Question:  Hi, My name is G*****. I am living in Azerbaijan. One my friend already has one child with down syndrome. He and wife would like to have another child but there is no way in our country to check child's possibility of being down syndrome again and prevent pregnancy.  I would like to know if you do such service for international persons please let me know the how accuracy of the tests and price. Thanks. G. (Azerbaijan)

Answer: Let me state two things from the outset: It is not possible to predict whether any natural conception will result in a Down’s syndrome baby. We cannot therefore talk of preventing a Down’s syndrome pregnancy because such a thing is not possible. The second point I need to make is that, to make a diagnosis of a pregnancy where the baby is affected by Down’s syndrome, all currently available methods are invasive. In other words, you have to get a sample from the mother to analyse to be able to make a diagnosis. It cannot be done any other way.

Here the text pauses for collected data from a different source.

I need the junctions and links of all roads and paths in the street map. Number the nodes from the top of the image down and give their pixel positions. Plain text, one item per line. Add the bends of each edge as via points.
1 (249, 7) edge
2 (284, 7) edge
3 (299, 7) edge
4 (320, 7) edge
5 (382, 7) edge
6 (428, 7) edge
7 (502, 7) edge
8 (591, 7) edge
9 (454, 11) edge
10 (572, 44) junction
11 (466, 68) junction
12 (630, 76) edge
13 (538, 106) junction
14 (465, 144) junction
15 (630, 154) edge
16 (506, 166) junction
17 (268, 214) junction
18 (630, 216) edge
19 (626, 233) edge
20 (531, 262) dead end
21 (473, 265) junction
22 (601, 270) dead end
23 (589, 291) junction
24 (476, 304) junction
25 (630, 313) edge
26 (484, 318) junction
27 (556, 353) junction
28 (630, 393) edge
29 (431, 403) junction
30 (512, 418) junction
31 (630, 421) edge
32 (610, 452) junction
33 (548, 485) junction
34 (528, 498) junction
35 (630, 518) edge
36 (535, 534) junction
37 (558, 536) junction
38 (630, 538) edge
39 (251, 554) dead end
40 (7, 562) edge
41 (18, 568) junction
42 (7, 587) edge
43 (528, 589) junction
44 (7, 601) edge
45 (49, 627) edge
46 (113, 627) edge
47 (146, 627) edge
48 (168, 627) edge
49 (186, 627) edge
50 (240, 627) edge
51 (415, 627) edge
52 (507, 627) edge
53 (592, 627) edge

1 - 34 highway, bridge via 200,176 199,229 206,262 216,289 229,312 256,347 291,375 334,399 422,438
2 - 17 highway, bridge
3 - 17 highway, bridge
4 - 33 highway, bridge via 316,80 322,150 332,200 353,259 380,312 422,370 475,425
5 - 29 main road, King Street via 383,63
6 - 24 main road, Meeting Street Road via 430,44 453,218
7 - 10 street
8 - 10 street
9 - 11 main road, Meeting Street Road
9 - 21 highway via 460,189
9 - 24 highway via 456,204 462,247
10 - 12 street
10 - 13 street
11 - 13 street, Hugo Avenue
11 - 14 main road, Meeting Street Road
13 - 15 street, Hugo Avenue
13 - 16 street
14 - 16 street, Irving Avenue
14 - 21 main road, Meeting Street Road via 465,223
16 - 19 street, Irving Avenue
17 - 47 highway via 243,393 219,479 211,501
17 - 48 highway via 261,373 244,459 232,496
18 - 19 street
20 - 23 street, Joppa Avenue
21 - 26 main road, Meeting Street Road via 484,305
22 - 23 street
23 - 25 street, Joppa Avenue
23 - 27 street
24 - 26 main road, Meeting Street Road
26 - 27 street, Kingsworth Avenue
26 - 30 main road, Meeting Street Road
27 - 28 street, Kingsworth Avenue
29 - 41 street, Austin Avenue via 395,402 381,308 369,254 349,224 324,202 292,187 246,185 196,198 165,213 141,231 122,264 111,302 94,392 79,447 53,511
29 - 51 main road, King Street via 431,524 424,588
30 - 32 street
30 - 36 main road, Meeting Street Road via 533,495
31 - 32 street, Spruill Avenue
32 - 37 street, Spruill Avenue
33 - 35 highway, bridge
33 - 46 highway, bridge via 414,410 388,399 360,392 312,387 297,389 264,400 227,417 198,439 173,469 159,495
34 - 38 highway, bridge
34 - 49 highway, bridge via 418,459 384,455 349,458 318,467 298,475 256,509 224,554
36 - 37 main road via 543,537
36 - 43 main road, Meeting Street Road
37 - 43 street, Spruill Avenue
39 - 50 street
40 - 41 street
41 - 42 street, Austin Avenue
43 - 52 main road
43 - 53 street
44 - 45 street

If we move away from definitive diagnostic tests and consider the less accurate but non-invasive screening tests, blood tests are available at particular stages of pregnancy. However, even for screening tests, for more accuracy; a special scan, accurately timed, is required. This is the nuchal translucency scan which we have discussed on this section. You will also see many advertisements for this on this website. What this means is that, your friends will somehow need to physically travel to a place where these tests are available. I cannot see a possibility of them getting this kind of service without leaving where they are to a place where they can get a service of their choice, ideally after thorough counseling. I hope this helps and my best wishes to them.

Post-coital bleeding

Question:  My wife is about a month since she missed her period. The problem is she bleeds after having intercourse, though not always. What could be causing the vaginal bleeding? B. (Zambia)

Answer: I assume you have done a pregnancy test and that has confirmed that she is pregnant. Be that as it may be, bleeding after intercourse in early pregnancy will have nothing to do with the pregnancy. That is classic ‘contact bleeding’ meaning the bleeding is provoked by repeated contact to a certain part of the lower genital tract. The prime candidate is the cervix. In most cases, contact cervical bleeding is caused by a benign condition called cervical ectropion or cervical erosion. It is not dangerous. However, any cervical bleeding, and I believe this is one, needs to be verified by an examination and direct visualisation. I would urge her to see a doctor for this. Best wishes.